Data challenges and practical aspects of machine learning-based statistical methods for the analyses of poultry data to improve food safety and production efficiency



Leveraging data collected by commercial poultry requires a deep understanding of the data that are
collected. Machine learning (ML)-based techniques are capable of “learning by finding” nonobvious associations and patterns in the data in order to create more reliable, accurate, explanatory, and predictive statistical models. This article provides practical definitions and examples of ML-based statistical approaches for the analysis of poultry production and poultry food safety-based data. In addition to summarizing the literature, two real examples of the supervised machine learning ensemble technique, random forest (RF), are provided with respect to predicting egg weights from a commercial layer farm and identifying the potential causes of a Salmonella outbreak from a commercial broiler facility. Specifically, as an example, for the prediction of egg weights, a training model and a test model were created, and a modification of RF was used to explore the ability to
predict egg weights.

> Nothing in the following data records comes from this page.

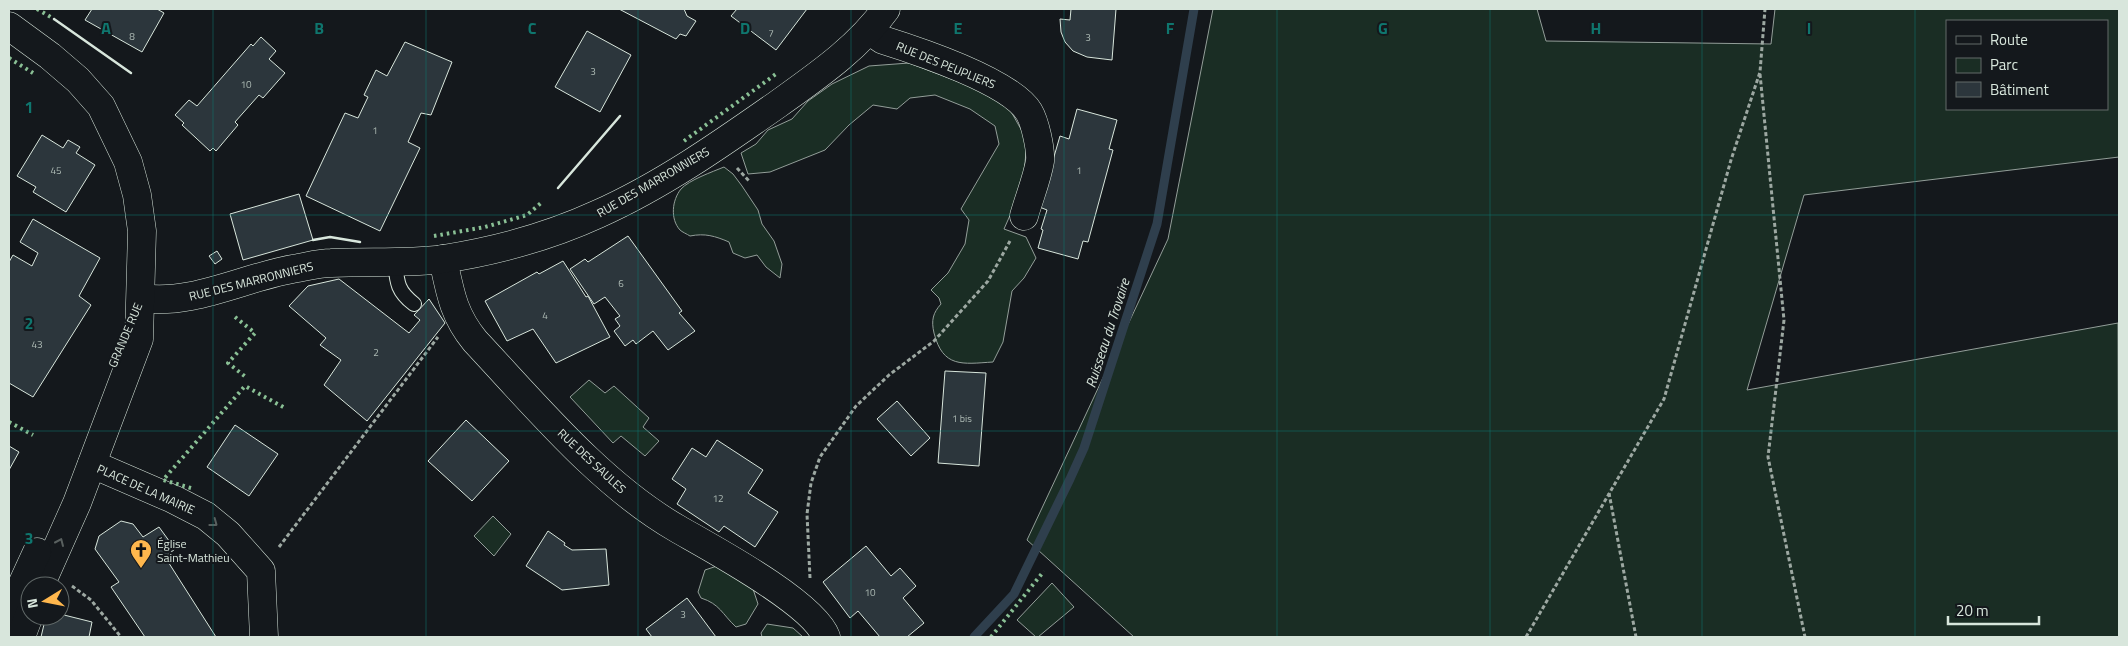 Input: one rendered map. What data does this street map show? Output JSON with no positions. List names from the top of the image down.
{
  "streets": {
    "street": [
      "RUE DES PEUPLIERS",
      "RUE DES MARRONNIERS",
      "GRANDE RUE",
      "RUE DES SAULES",
      "PLACE DE LA MAIRIE"
    ]
  },
  "crossings": [
    ["RUE DES PEUPLIERS", "RUE DES MARRONNIERS"],
    ["RUE DES MARRONNIERS", "GRANDE RUE"],
    ["RUE DES MARRONNIERS", "RUE DES SAULES"]
  ],
  "one_way": ["PLACE DE LA MAIRIE"],
  "water": ["Ruisseau du Trovaire"],
  "places": {
    "church": ["Église Saint-Mathieu"]
  },
  "house_numbers": [
    "7",
    "8",
    "3",
    "3",
    "10",
    "1",
    "45",
    "1",
    "6",
    "4",
    "43",
    "2",
    "1 bis",
    "12",
    "10",
    "3"
  ],
  "legend": ["Route", "Parc", "Bâtiment"],
  "scale_bar": "20 m",
  "north": "left",
  "grid": {
    "columns": [
      "A",
      "B",
      "C",
      "D",
      "E",
      "F",
      "G",
      "H",
      "I"
    ],
    "rows": ["1", "2", "3"]
  }
} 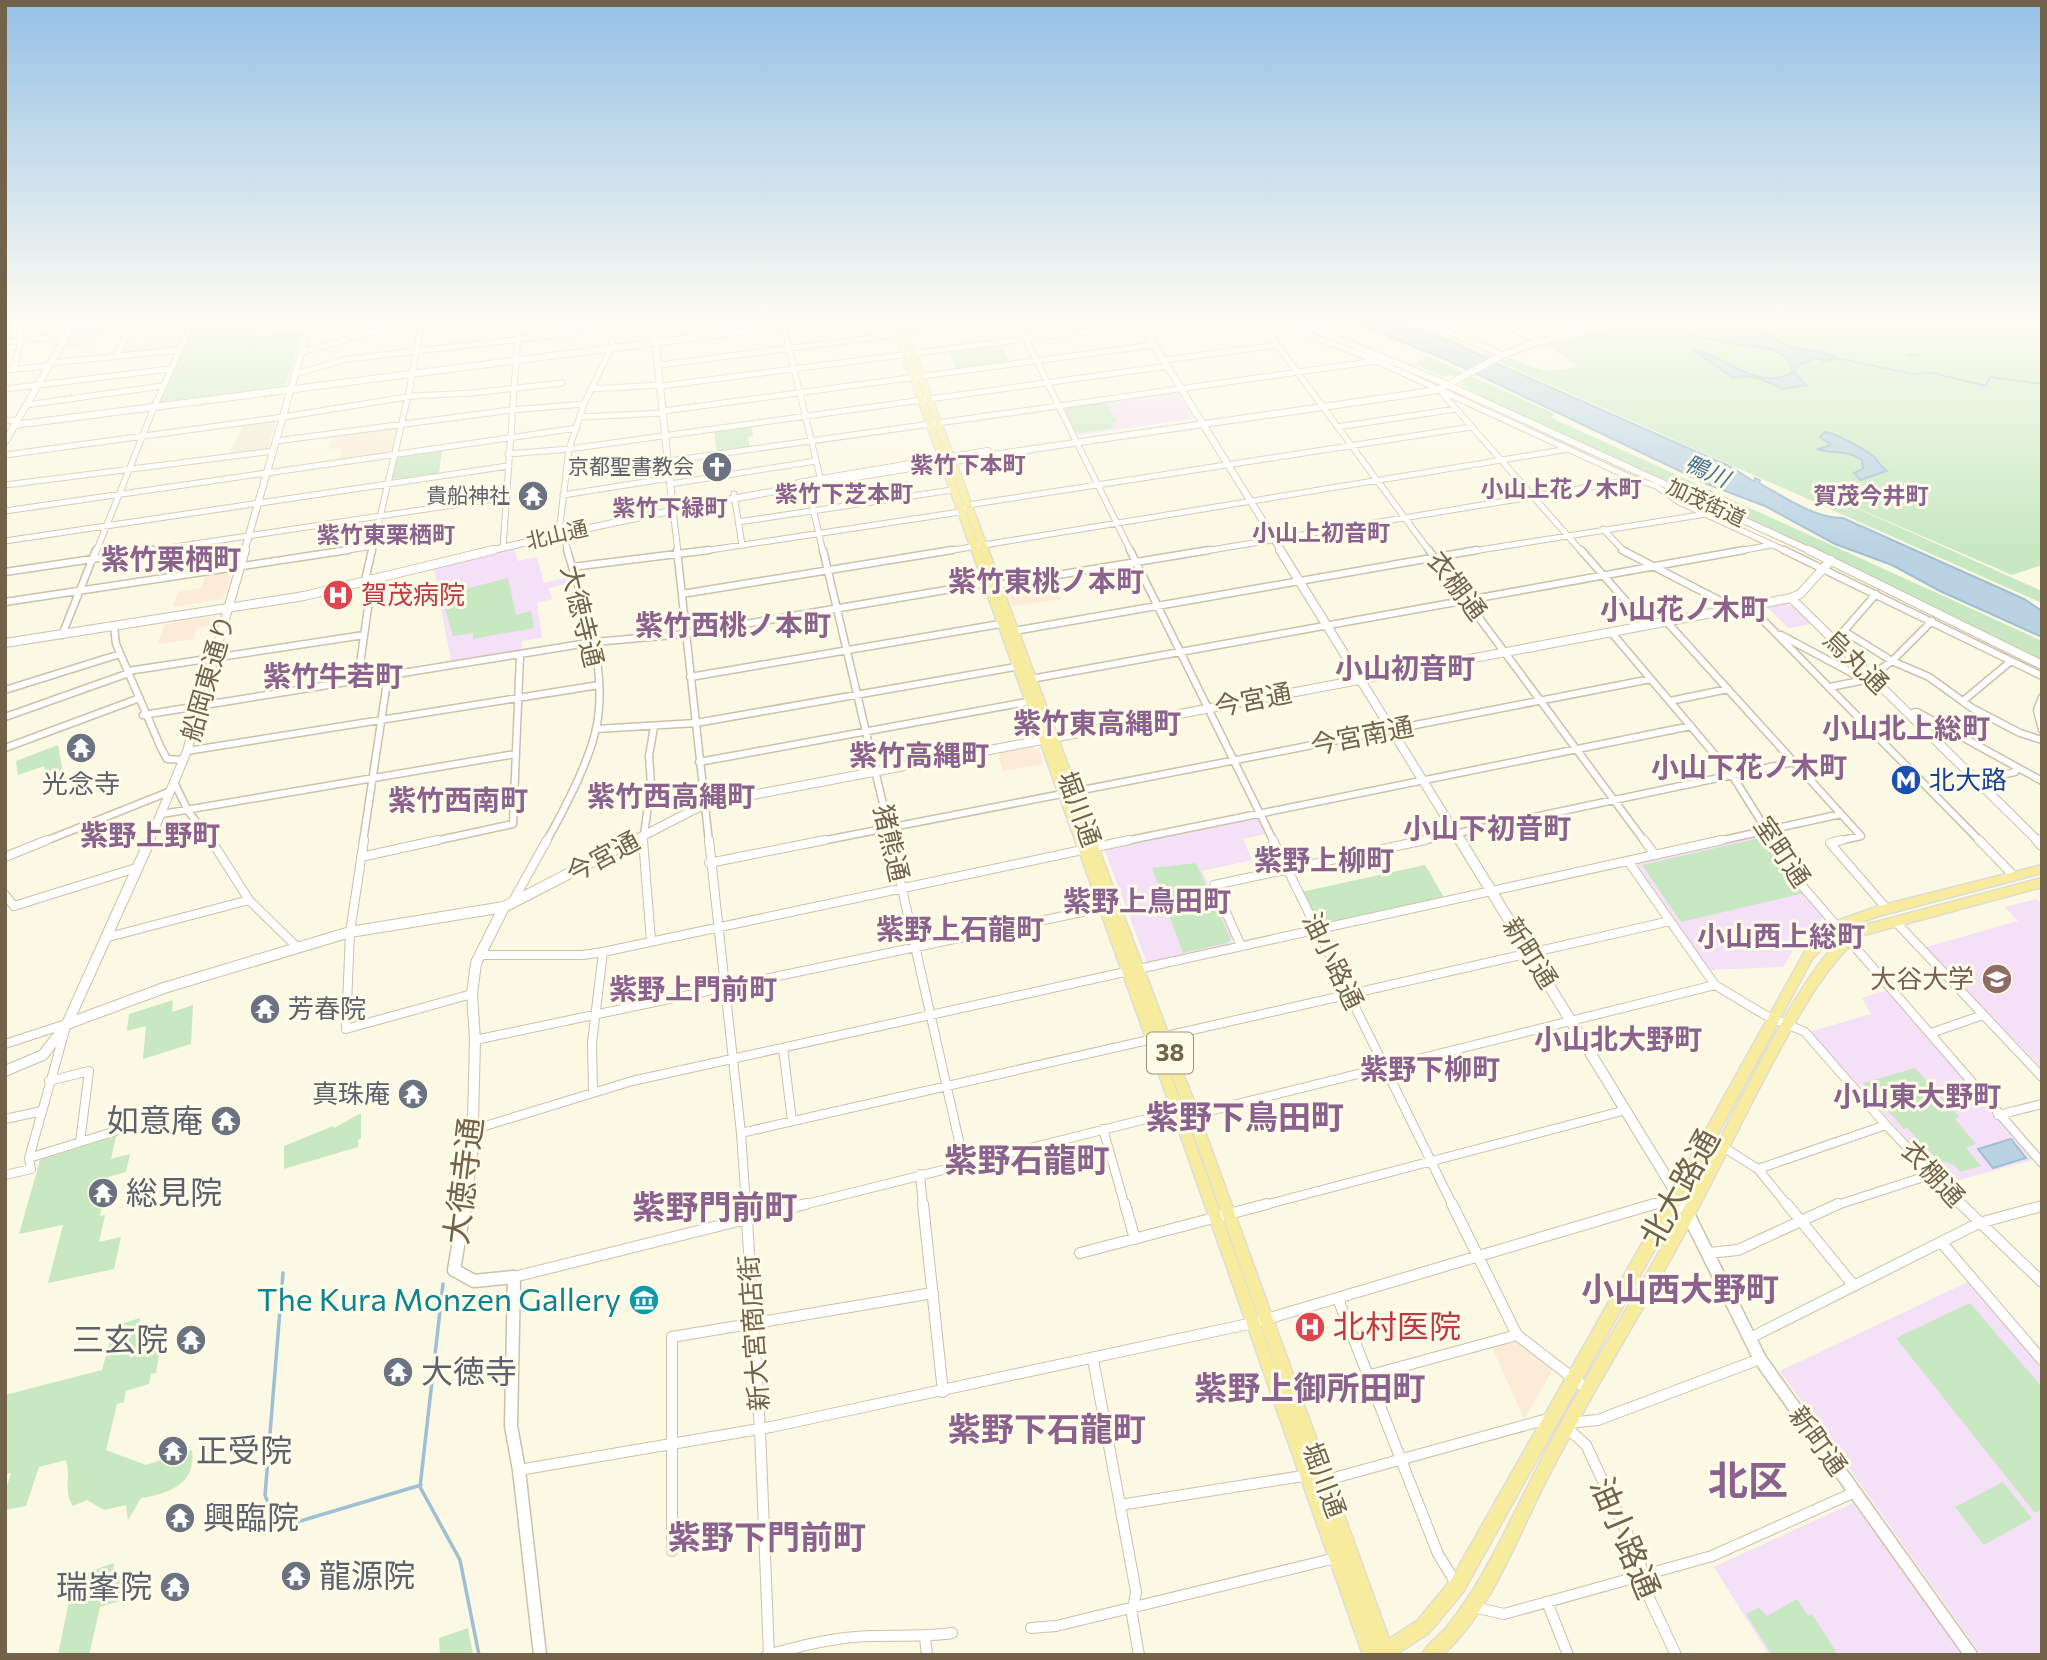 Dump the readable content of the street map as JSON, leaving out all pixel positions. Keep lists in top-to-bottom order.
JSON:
{
  "streets": {
    "main road": ["堀川通", "38", "北大路通"],
    "street": [
      "加茂街道",
      "北山通",
      "衣棚通",
      "大徳寺通",
      "烏丸通",
      "船岡東通り",
      "今宮通",
      "今宮南通",
      "猪熊通",
      "室町通",
      "新町通",
      "油小路通",
      "新大宮商店街"
    ]
  },
  "crossings": [
    ["加茂街道", "今宮通"],
    ["北山通", "衣棚通"],
    ["北山通", "大徳寺通"],
    ["北山通", "船岡東通り"],
    ["北山通", "堀川通"],
    ["北山通", "猪熊通"],
    ["北山通", "新町通"],
    ["北山通", "油小路通"],
    ["北山通", "新大宮商店街"],
    ["衣棚通", "今宮通"],
    ["衣棚通", "今宮南通"],
    ["衣棚通", "北大路通"],
    ["大徳寺通", "今宮通"],
    ["烏丸通", "今宮通"],
    ["船岡東通り", "今宮通"],
    ["今宮通", "堀川通"],
    ["今宮通", "猪熊通"],
    ["今宮通", "室町通"],
    ["今宮通", "新町通"],
    ["今宮通", "油小路通"],
    ["今宮通", "新大宮商店街"],
    ["今宮南通", "堀川通"],
    ["今宮南通", "猪熊通"],
    ["今宮南通", "室町通"],
    ["今宮南通", "新町通"],
    ["今宮南通", "油小路通"],
    ["今宮南通", "新大宮商店街"],
    ["堀川通", "北大路通"],
    ["室町通", "北大路通"],
    ["新町通", "北大路通"],
    ["油小路通", "北大路通"]
  ],
  "districts": [
    "紫竹下本町",
    "小山上花ノ木町",
    "紫竹下芝本町",
    "賀茂今井町",
    "紫竹下緑町",
    "小山上初音町",
    "紫竹東栗栖町",
    "紫竹栗栖町",
    "紫竹東桃ノ本町",
    "小山花ノ木町",
    "紫竹西桃ノ本町",
    "小山初音町",
    "紫竹牛若町",
    "紫竹東高縄町",
    "小山北上総町",
    "紫竹高縄町",
    "小山下花ノ木町",
    "紫竹西高縄町",
    "紫竹西南町",
    "小山下初音町",
    "紫野上野町",
    "紫野上柳町",
    "紫野上鳥田町",
    "紫野上石龍町",
    "小山西上総町",
    "紫野上門前町",
    "小山北大野町",
    "紫野下柳町",
    "小山東大野町",
    "紫野下鳥田町",
    "紫野石龍町",
    "紫野門前町",
    "小山西大野町",
    "紫野上御所田町",
    "紫野下石龍町",
    "北区",
    "紫野下門前町"
  ],
  "water": ["鴨川"],
  "places": {
    "church": ["京都聖書教会"],
    "temple": [
      "貴船神社",
      "光念寺",
      "芳春院",
      "真珠庵",
      "如意庵",
      "総見院",
      "三玄院",
      "大徳寺",
      "正受院",
      "興臨院",
      "龍源院",
      "瑞峯院"
    ],
    "hospital": ["賀茂病院", "北村医院"],
    "metro station": ["北大路"],
    "school or university": ["大谷大学"],
    "museum": ["The Kura Monzen Gallery"]
  }
}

Results identified multiple variables including Age, Farm Location, Body Weight,
Total Eggs, Hens Housed, and House Style which were predictive of the continuous variable Egg Weight. With respect to the accuracy of the variable Egg Weight, the average error between the predicted and actual egg weight was determined to be less than 3%. With respect to broiler food safety, a relational database was constructed and a supervised RF model was developed to identify the predictors of Salmonella in a grow-out farm and associated broiler processing plant. Predictors of Salmonella that included livability, density of birds in the grow-out farm, and breeder age were identified. The task of choosing the most appropriate ML-based model(s) that accounts for the large number of variables common to the poultry industry and addresses the intricate interdependence between several production parameters and inputs while predicting multiple sequential outputs is complex. The use of ML techniques in combination with new data streams
including sensors (e.g., visual and audio), IoT, and Web-scraping could offer a more comprehensive,
efficient, and timely approach toward evaluating productivity, food safety, and profitability in commercial poultry.